Tuesday, April 24, 2012

Empty Vs. Full



My first summer at houseboats I had a leader tell me, "We're Lutheran's we don't meditate" after taking them through the week and what to expect (3 hour solo time).  I was quite taken back at this comment because here I am, someone who GOES to a "Lutheran" church and I do quiet time and solo time and meditate.   I couldn't believe it!  Reading through fosters book on this principle has re-opened my eyes to the reasons why we meditate.

I've got a buddy of mine who has been "searching" for a new religion. Over the past few months he has landed on one that focuses on meditation and "Chanting" (Hare Krishna). I've asked him hundreds of questions about this "Eastern Idea" and have been run in conversational circles of a blend of christian ideals and eastern religion searching.  I've found in talking with him that "to completely empty ones-self and be brought to a free and clear mind" Is often the goal of why he chants.

It is so outlandish to me to think that someone would want to "free the mind to be EMPTY" and this is the state they strive for.  Its crazy to me because I know what my mind is gross without Christ (Isaiah 53:6).  I want it to be so full of Christ that there is no more room for ANYTHING.  Any void or emptiness is scary.

It wasn't until I was greatly challenged by my friend that I really understood what "Eastern religion (hare krishna)" was about... IT'S ABOUT NOTHING, it's not about worship IT'S ABOUT NOTHING.
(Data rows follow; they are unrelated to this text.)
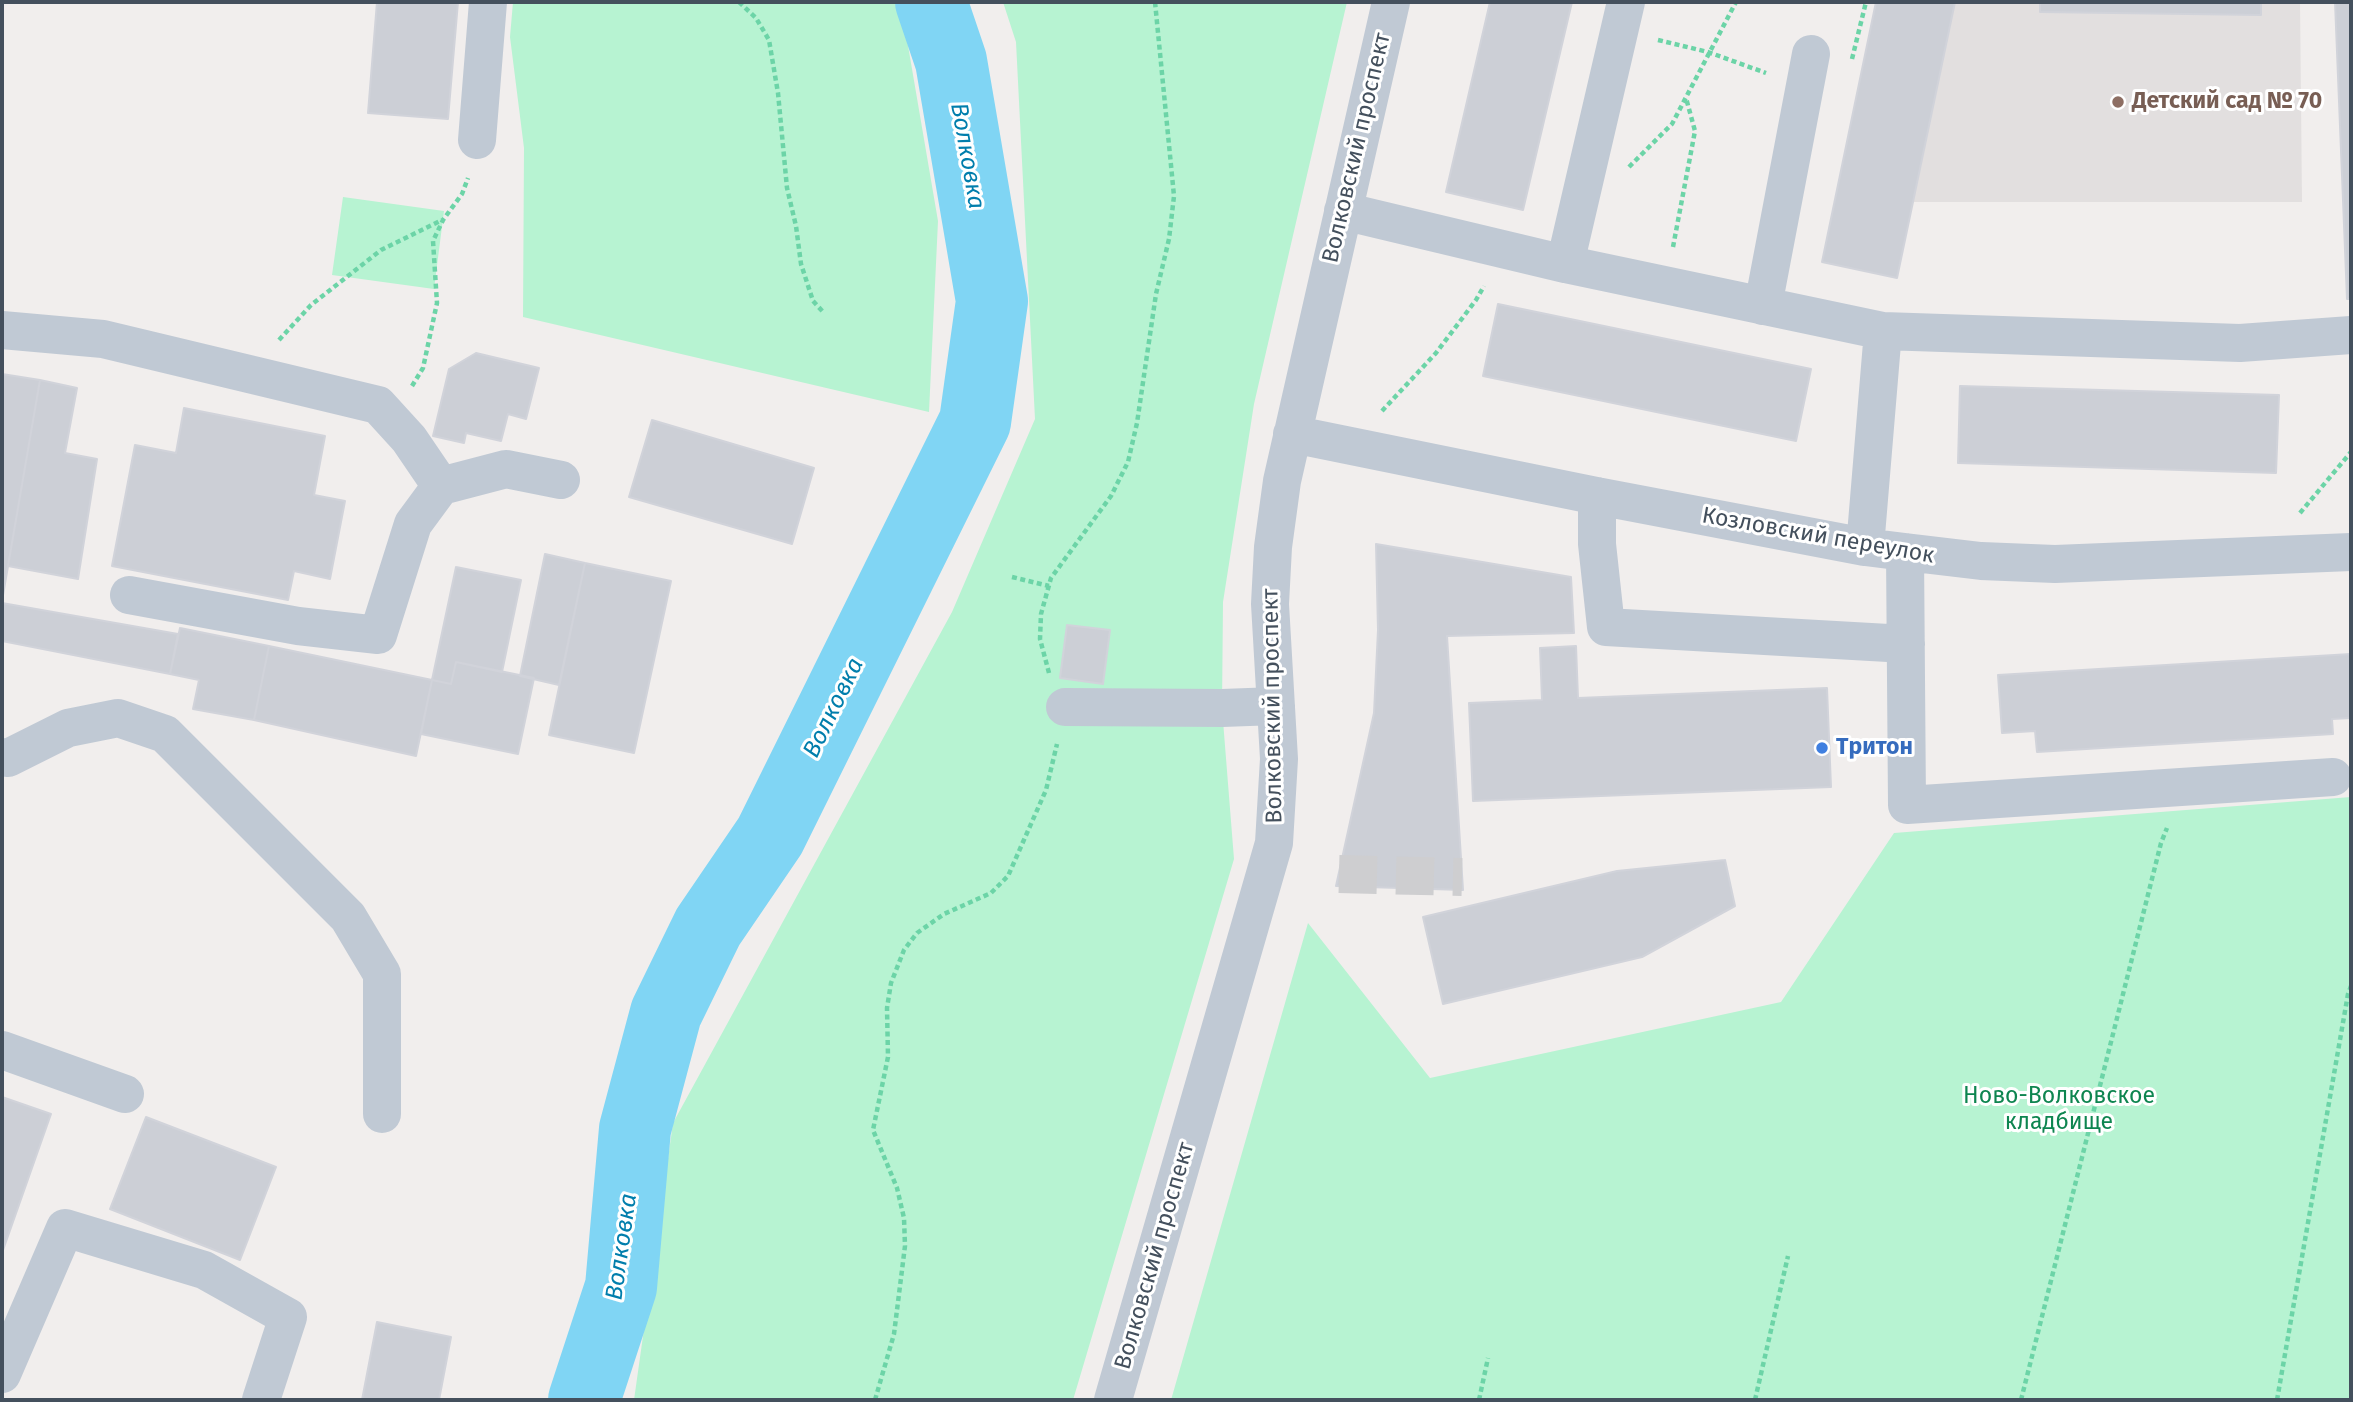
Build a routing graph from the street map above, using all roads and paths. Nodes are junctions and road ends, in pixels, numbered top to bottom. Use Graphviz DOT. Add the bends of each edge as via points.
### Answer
graph roads {
  1 [pos="488,2"];
  2 [pos="739,2"];
  3 [pos="1391,2"];
  4 [pos="1735,2"];
  5 [pos="1623,16"];
  6 [pos="1708,52"];
  7 [pos="1808,68"];
  8 [pos="1686,97"];
  9 [pos="477,140"];
  10 [pos="1627,169"];
  11 [pos="1343,211"];
  12 [pos="443,220"];
  13 [pos="1504,250"];
  14 [pos="1565,264"];
  15 [pos="1665,285"];
  16 [pos="1763,306"];
  17 [pos="824,313"];
  18 [pos="2,330"];
  19 [pos="1883,331"];
  20 [pos="2351,335"];
  21 [pos="247,374"];
  22 [pos="391,419"];
  23 [pos="1375,420"];
  24 [pos="1292,434"];
  25 [pos="2351,452"];
  26 [pos="561,480"];
  27 [pos="441,486"];
  28 [pos="1597,496"];
  29 [pos="2294,523"];
  30 [pos="1865,547"];
  31 [pos="1905,552"];
  32 [pos="2351,552"];
  33 [pos="1012,577"];
  34 [pos="1049,586"];
  35 [pos="129,595"];
  36 [pos="1906,644"];
  37 [pos="1276,706"];
  38 [pos="1065,707"];
  39 [pos="2,757"];
  40 [pos="2333,777"];
  41 [pos="2161,843"];
  42 [pos="2351,986"];
  43 [pos="2,1050"];
  44 [pos="125,1094"];
  45 [pos="382,1114"];
  46 [pos="1788,1256"];
  47 [pos="1488,1358"];
  48 [pos="2,1374"];
  49 [pos="261,1400"];
  50 [pos="1113,1400"];
  51 [pos="1479,1400"];
  52 [pos="1755,1400"];
  53 [pos="2021,1400"];
  54 [pos="2277,1400"];
  1 -- 9 [label="street"];
  2 -- 17 [label="path" via="769,40 801,264 813,301"];
  3 -- 11 [label="street, Волковский проспект"];
  4 -- 6 [label="path"];
  5 -- 6 [label="path"];
  5 -- 14 [label="street"];
  6 -- 7 [label="path" via="1754,69"];
  6 -- 8 [label="path"];
  7 -- 16 [label="street"];
  8 -- 10 [label="path" via="1672,124"];
  8 -- 15 [label="path" via="1695,131"];
  9 -- 12 [label="path" via="462,194"];
  11 -- 13 [label="street"];
  11 -- 24 [label="street, Волковский проспект"];
  12 -- 21 [label="path" via="381,250 347,276 311,305"];
  12 -- 22 [label="path" via="433,241 437,303 423,368"];
  13 -- 14 [label="street"];
  13 -- 23 [label="path" via="1476,300 1436,353"];
  14 -- 15 [label="street"];
  15 -- 16 [label="street"];
  16 -- 19 [label="street"];
  18 -- 21 [label="street" via="103,340"];
  19 -- 20 [label="street" via="2240,343"];
  19 -- 30 [label="street"];
  21 -- 22 [label="street" via="378,405"];
  22 -- 27 [label="street"];
  24 -- 28 [label="street, Козловский переулок"];
  24 -- 37 [label="street, Волковский проспект" via="1273,547 1270,604"];
  25 -- 29 [label="path"];
  26 -- 27 [label="street" via="506,469"];
  27 -- 35 [label="street" via="413,524 379,635 298,626"];
  28 -- 30 [label="street, Козловский переулок"];
  28 -- 36 [label="street" via="1606,627"];
  30 -- 31 [label="street, Козловский переулок"];
  31 -- 32 [label="street, Козловский переулок" via="2055,564"];
  31 -- 36 [label="street"];
  33 -- 34 [label="path"];
  36 -- 40 [label="street" via="1907,805"];
  37 -- 38 [label="street"];
  37 -- 50 [label="street, Волковский проспект" via="1279,759 1274,843"];
  39 -- 45 [label="street" via="9,758 68,728 118,718 165,734 348,917 382,974"];
  41 -- 53 [label="path"];
  42 -- 54 [label="path"];
  43 -- 44 [label="street"];
  46 -- 52 [label="path"];
  47 -- 51 [label="path"];
  48 -- 49 [label="street" via="65,1228 204,1270 288,1317"];
}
     1 Corinthians 15:10 "But by the grace of God I am what I am, and his grace to me was not without effect.  NO, I worked harder then all of them- yet not I, but the grace of God that was with me."

This meditation is not a call to emptiness but a call to fullness.

"There is no such thing as a 'single act' of meditation. Meditation is the 'ability to hear God's voice and obey his word.' (Foster 17) This act of 'Christian meditation leads us to the inner wholeness necessary to give ourselves to God freely.'"

Inner wholeness is what I desire Lord, because without You my life is fractured, broken and wandering.  Father may I crave for your voice, and meditate on you.